WHAT IS BEING ASKED: Search the entries for the word "that". Copy each line in which it is found.

[Dataset entries]

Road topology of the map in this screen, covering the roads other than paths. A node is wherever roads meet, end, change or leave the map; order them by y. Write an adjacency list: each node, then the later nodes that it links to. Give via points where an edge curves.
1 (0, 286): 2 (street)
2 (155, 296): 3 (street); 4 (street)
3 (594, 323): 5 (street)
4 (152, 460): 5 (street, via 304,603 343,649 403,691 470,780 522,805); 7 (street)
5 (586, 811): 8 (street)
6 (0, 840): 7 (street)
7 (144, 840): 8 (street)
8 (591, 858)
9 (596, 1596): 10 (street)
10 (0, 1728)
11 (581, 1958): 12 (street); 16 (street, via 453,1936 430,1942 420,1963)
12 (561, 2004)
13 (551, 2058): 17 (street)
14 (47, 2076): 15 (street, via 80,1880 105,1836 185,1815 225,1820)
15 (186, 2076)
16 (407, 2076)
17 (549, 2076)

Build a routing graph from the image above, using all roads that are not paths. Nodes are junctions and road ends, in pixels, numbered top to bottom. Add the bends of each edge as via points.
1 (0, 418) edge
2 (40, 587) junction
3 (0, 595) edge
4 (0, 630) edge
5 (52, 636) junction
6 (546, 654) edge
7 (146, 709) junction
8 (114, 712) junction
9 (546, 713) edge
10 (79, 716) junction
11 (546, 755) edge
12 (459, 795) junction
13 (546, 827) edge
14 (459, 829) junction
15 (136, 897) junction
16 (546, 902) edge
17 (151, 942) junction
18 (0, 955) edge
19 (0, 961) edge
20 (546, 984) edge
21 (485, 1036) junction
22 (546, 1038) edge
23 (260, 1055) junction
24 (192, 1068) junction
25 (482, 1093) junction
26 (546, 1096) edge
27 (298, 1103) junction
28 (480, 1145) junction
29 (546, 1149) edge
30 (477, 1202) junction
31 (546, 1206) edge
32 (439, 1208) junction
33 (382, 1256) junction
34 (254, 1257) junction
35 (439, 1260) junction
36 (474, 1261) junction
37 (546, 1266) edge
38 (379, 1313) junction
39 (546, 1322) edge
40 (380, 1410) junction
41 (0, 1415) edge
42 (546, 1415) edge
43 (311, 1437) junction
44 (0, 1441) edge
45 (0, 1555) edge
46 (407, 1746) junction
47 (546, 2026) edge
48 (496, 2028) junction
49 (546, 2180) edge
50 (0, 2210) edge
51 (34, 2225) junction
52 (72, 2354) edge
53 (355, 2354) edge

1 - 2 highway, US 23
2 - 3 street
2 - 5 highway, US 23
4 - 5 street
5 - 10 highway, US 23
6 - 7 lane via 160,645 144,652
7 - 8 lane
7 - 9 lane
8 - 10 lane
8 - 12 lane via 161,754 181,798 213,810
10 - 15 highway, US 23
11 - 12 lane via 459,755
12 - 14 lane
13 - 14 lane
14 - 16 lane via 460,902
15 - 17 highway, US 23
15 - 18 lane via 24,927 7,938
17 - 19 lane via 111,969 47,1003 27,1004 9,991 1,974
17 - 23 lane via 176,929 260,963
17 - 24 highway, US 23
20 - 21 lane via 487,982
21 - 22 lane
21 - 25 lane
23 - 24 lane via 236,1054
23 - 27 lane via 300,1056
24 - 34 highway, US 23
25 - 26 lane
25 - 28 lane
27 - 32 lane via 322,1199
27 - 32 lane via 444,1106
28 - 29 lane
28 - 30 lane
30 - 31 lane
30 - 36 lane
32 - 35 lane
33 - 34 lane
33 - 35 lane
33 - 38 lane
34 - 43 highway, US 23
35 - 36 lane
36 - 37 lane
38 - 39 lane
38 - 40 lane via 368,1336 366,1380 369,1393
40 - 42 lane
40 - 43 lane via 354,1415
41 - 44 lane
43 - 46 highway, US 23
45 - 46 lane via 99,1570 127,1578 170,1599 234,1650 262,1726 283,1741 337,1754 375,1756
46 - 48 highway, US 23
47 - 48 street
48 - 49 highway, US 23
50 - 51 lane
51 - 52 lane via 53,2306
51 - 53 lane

ANSWER TO THE PROBLEM:
Road topology of the map in this screen, covering the roads other than paths. A node is wherever roads meet, end, change or leave the map; order them by y. Write an adjacency list: each node, then the later nodes that it links to. Give via points where an edge curves.
Build a routing graph from the image above, using all roads that are not paths. Nodes are junctions and road ends, in pixels, numbered top to bottom. Add the bends of each edge as via points.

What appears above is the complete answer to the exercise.